Stored data entries:
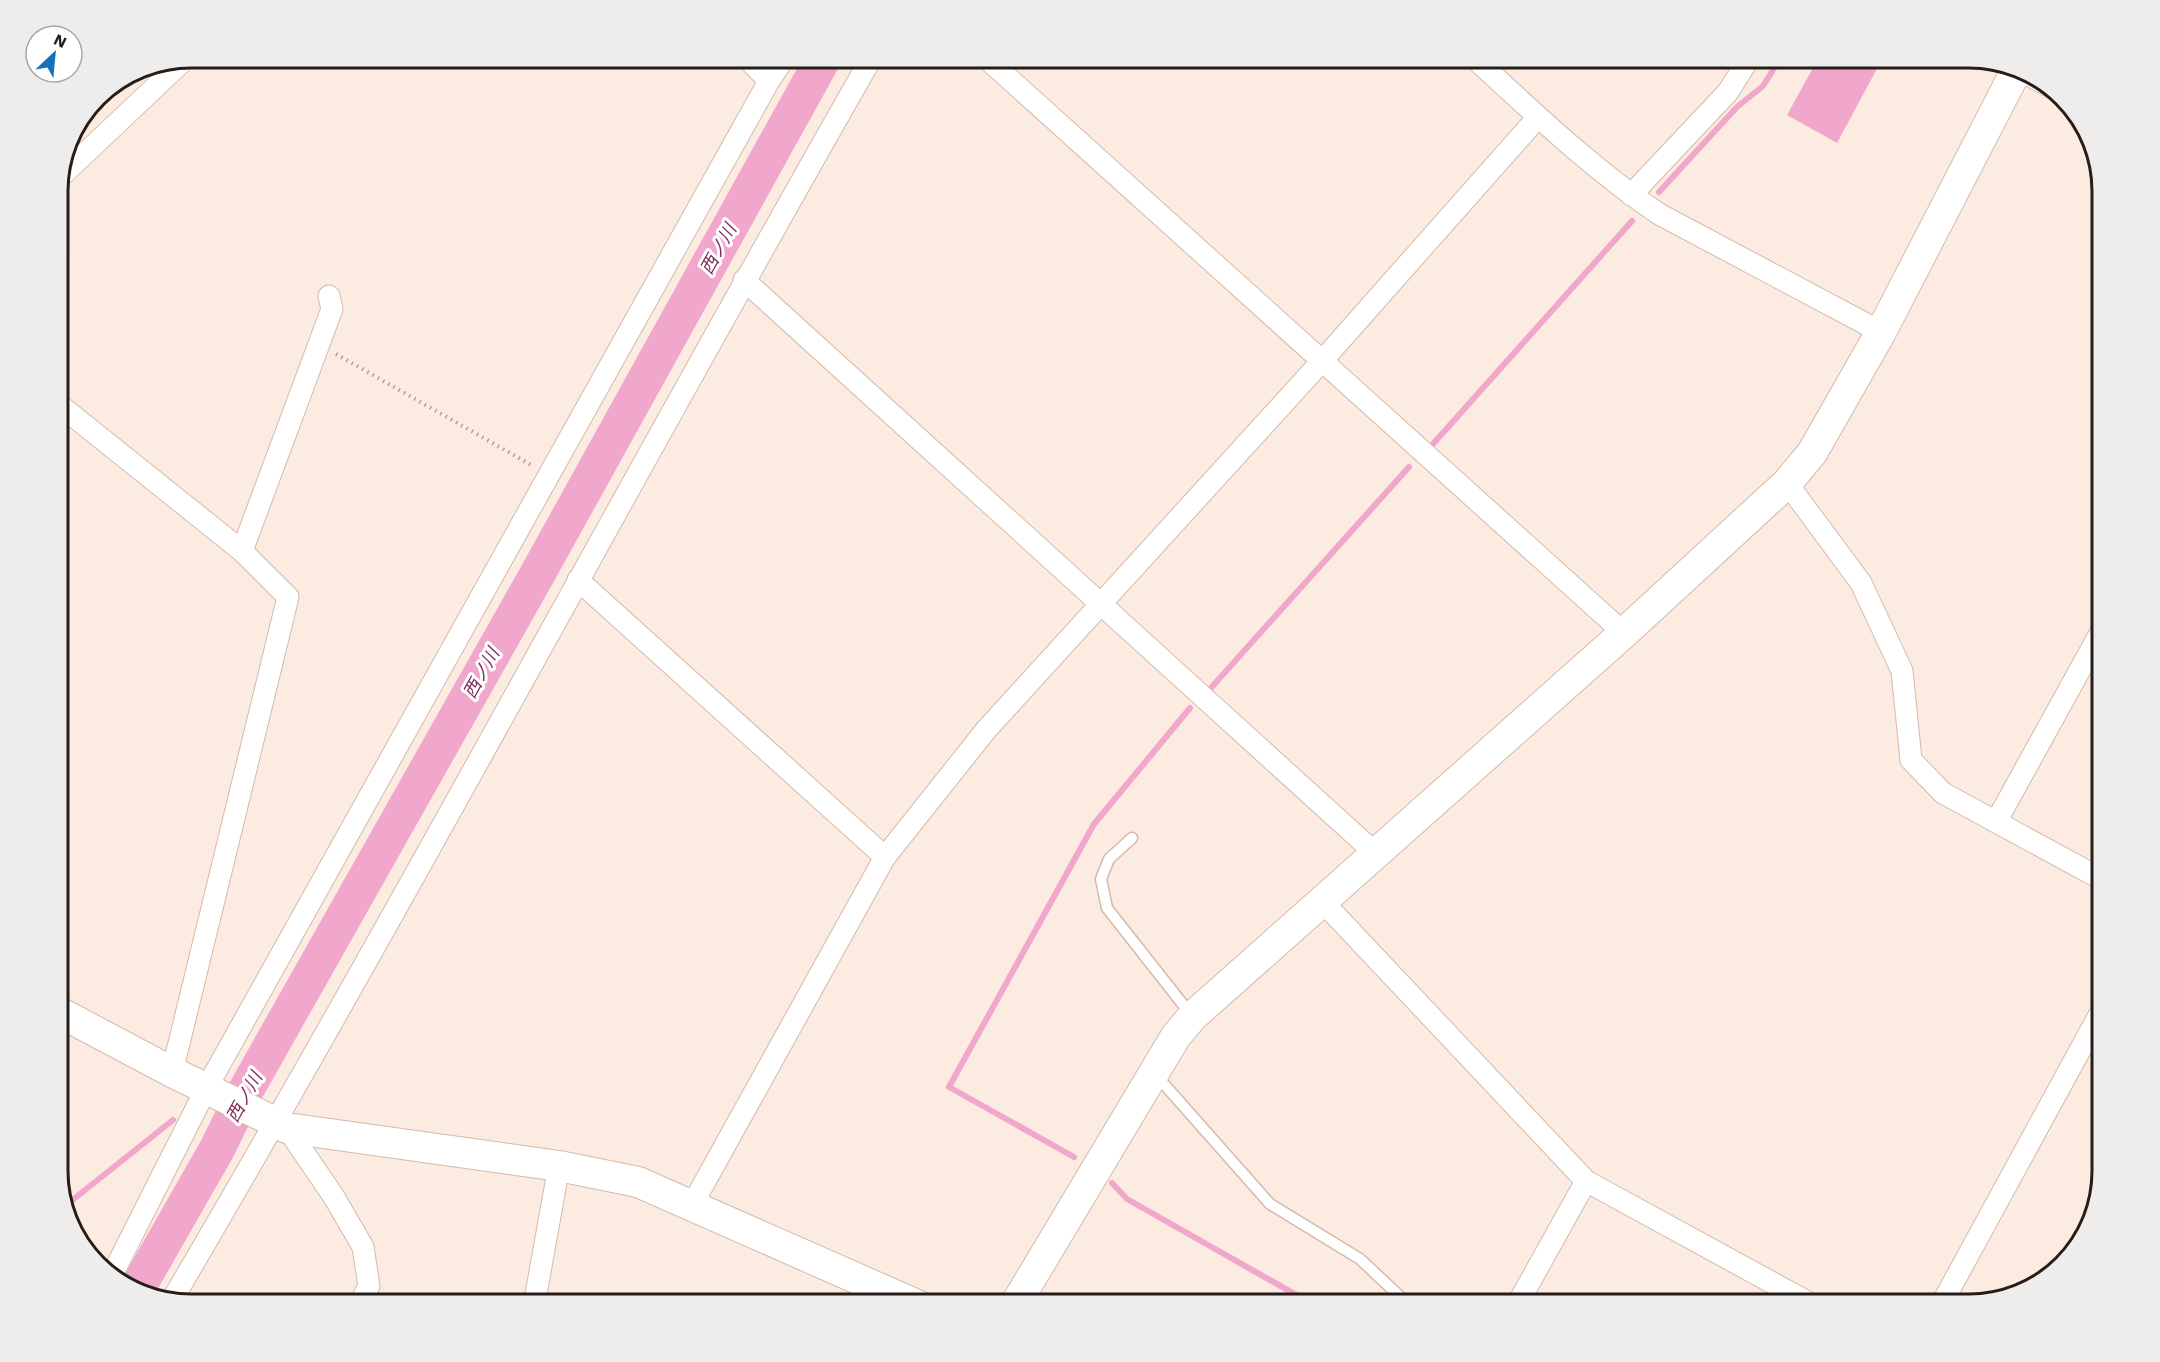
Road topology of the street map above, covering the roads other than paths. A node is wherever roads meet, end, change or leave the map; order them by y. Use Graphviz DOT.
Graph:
graph roads {
  1 [pos="757,68"];
  2 [pos="778,68"];
  3 [pos="866,68"];
  4 [pos="997,68"];
  5 [pos="1485,68"];
  6 [pos="1743,68"];
  7 [pos="174,69"];
  8 [pos="2014,76"];
  9 [pos="769,81"];
  10 [pos="1538,117"];
  11 [pos="70,168"];
  12 [pos="1631,195"];
  13 [pos="744,280"];
  14 [pos="329,296"];
  15 [pos="1881,332"];
  16 [pos="1322,361"];
  17 [pos="68,412"];
  18 [pos="1787,483"];
  19 [pos="242,550"];
  20 [pos="578,580"];
  21 [pos="1100,605"];
  22 [pos="1624,633"];
  23 [pos="2092,648"];
  24 [pos="1996,822"];
  25 [pos="1132,838"];
  26 [pos="1375,853"];
  27 [pos="885,857"];
  28 [pos="2092,874"];
  29 [pos="1322,901"];
  30 [pos="1193,1016"];
  31 [pos="68,1017"];
  32 [pos="2092,1028"];
  33 [pos="172,1072"];
  34 [pos="1155,1074"];
  35 [pos="214,1092"];
  36 [pos="274,1122"];
  37 [pos="559,1166"];
  38 [pos="1586,1181"];
  39 [pos="692,1205"];
  40 [pos="116,1269"];
  41 [pos="176,1293"];
  42 [pos="365,1294"];
  43 [pos="536,1294"];
  44 [pos="892,1294"];
  45 [pos="1023,1294"];
  46 [pos="1397,1294"];
  47 [pos="1523,1294"];
  48 [pos="1793,1294"];
  49 [pos="1947,1294"];
  1 -- 9 [label="street"];
  2 -- 9 [label="street"];
  3 -- 13 [label="street"];
  4 -- 16 [label="street"];
  5 -- 10 [label="street"];
  6 -- 12 [label="street"];
  7 -- 11 [label="street"];
  8 -- 15 [label="street"];
  9 -- 35 [label="street"];
  10 -- 12 [label="street"];
  10 -- 16 [label="street"];
  12 -- 15 [label="street"];
  13 -- 20 [label="street"];
  13 -- 21 [label="street"];
  14 -- 19 [label="street"];
  15 -- 18 [label="street"];
  16 -- 21 [label="street"];
  16 -- 22 [label="street"];
  17 -- 19 [label="street"];
  18 -- 22 [label="street"];
  18 -- 24 [label="street"];
  19 -- 33 [label="street"];
  20 -- 27 [label="street"];
  20 -- 36 [label="street"];
  21 -- 26 [label="street"];
  21 -- 27 [label="street"];
  22 -- 26 [label="street"];
  23 -- 24 [label="street"];
  24 -- 28 [label="street"];
  25 -- 30 [label="lane"];
  26 -- 29 [label="street"];
  27 -- 39 [label="street"];
  29 -- 30 [label="street"];
  29 -- 38 [label="street"];
  30 -- 34 [label="street"];
  31 -- 33 [label="street"];
  32 -- 49 [label="street"];
  33 -- 35 [label="street"];
  34 -- 45 [label="street"];
  34 -- 46 [label="lane"];
  35 -- 36 [label="street"];
  35 -- 40 [label="street"];
  36 -- 37 [label="street"];
  36 -- 41 [label="street"];
  36 -- 42 [label="street"];
  37 -- 39 [label="street"];
  37 -- 43 [label="street"];
  38 -- 47 [label="street"];
  38 -- 48 [label="street"];
  39 -- 44 [label="street"];
}
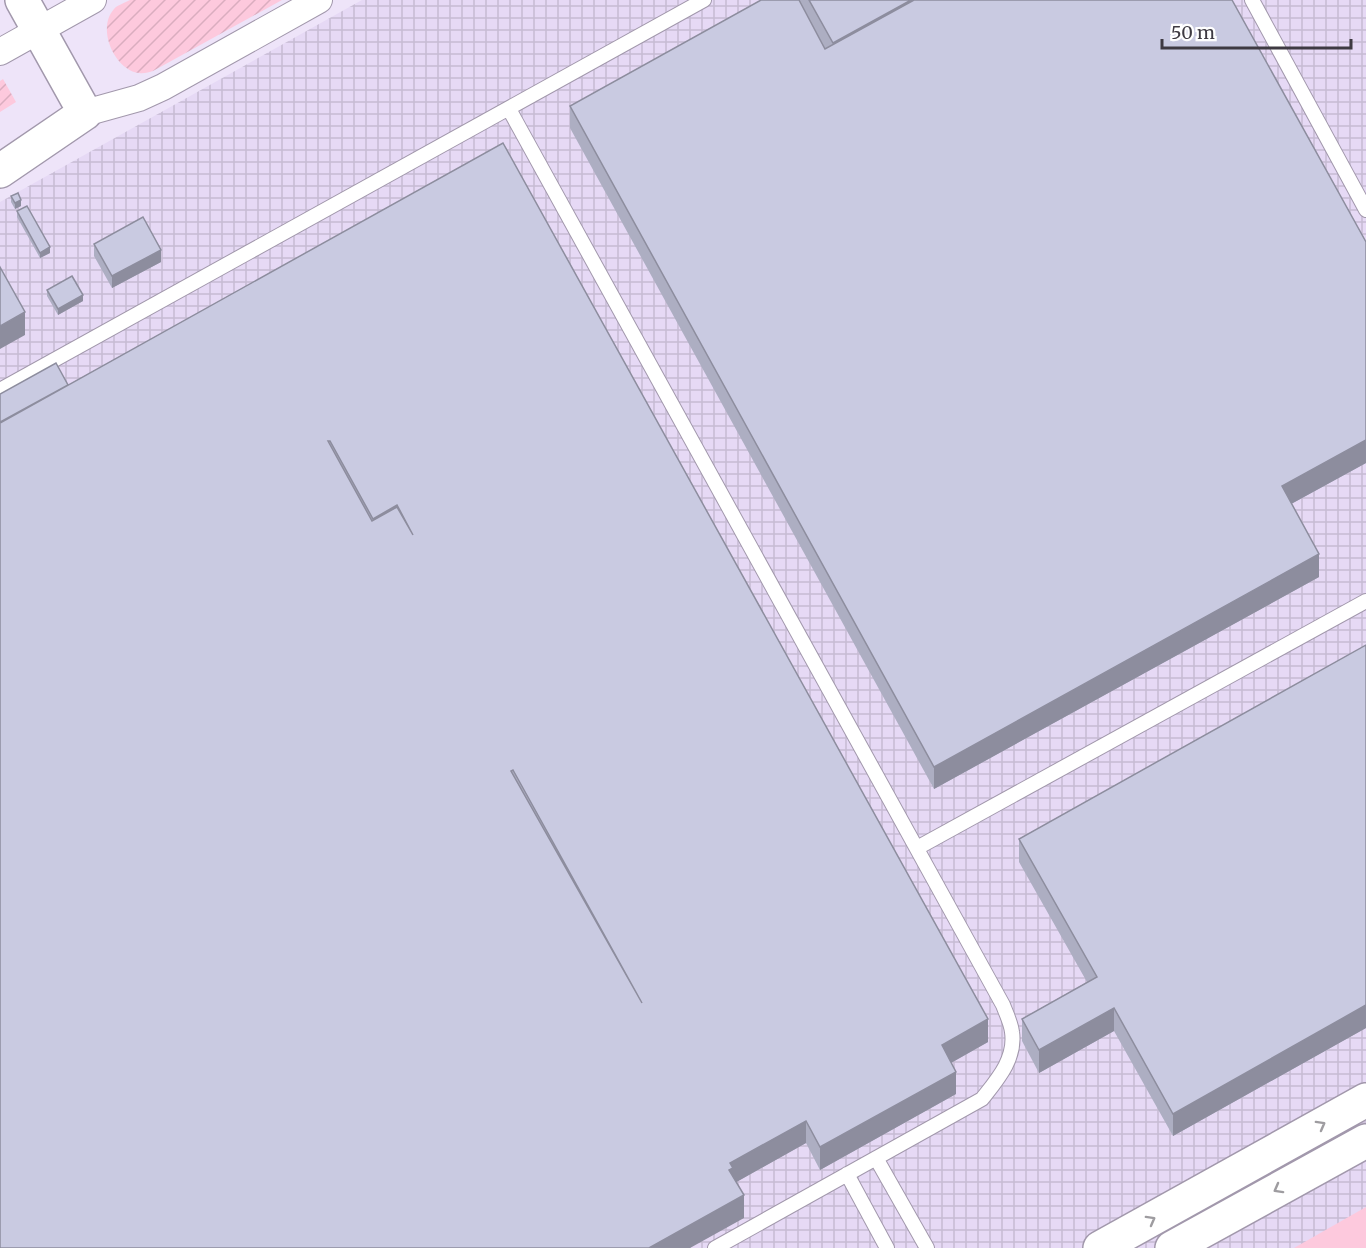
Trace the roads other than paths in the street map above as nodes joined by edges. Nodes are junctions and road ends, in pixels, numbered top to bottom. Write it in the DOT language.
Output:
graph roads {
  1 [pos="22,0"];
  2 [pos="93,0"];
  3 [pos="320,0"];
  4 [pos="704,0"];
  5 [pos="1252,0"];
  6 [pos="38,30"];
  7 [pos="0,52"];
  8 [pos="509,109"];
  9 [pos="85,112"];
  10 [pos="0,146"];
  11 [pos="0,171"];
  12 [pos="1366,210"];
  13 [pos="0,390"];
  14 [pos="1366,602"];
  15 [pos="917,848"];
  16 [pos="1366,1100"];
  17 [pos="1366,1141"];
  18 [pos="876,1158"];
  19 [pos="847,1174"];
  20 [pos="715,1248"];
  21 [pos="887,1248"];
  22 [pos="927,1248"];
  23 [pos="1100,1248"];
  24 [pos="1172,1248"];
  1 -- 6 [label="street"];
  2 -- 6 [label="street"];
  3 -- 9 [label="street"];
  4 -- 8 [label="lane"];
  5 -- 12 [label="lane"];
  6 -- 7 [label="street"];
  6 -- 9 [label="street"];
  8 -- 13 [label="lane"];
  8 -- 15 [label="lane"];
  9 -- 10 [label="street"];
  9 -- 11 [label="street"];
  14 -- 15 [label="lane"];
  15 -- 18 [label="lane"];
  23 -- 16 [label="street, one-way"];
  17 -- 24 [label="street, one-way"];
  18 -- 19 [label="lane"];
  18 -- 22 [label="lane"];
  19 -- 20 [label="lane"];
  19 -- 21 [label="lane"];
}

Your assignment
If a line of the data above contains "than", copy it out.

Expected output
Road topology of the street map above, covering the roads other than paths. A node is wherever roads meet, end, change or leave the map; order them by y. Use Graphviz DOT.
Trace the roads other than paths in the street map above as nodes joined by edges. Nodes are junctions and road ends, in pixels, numbered top to bottom. Write it in the DOT language.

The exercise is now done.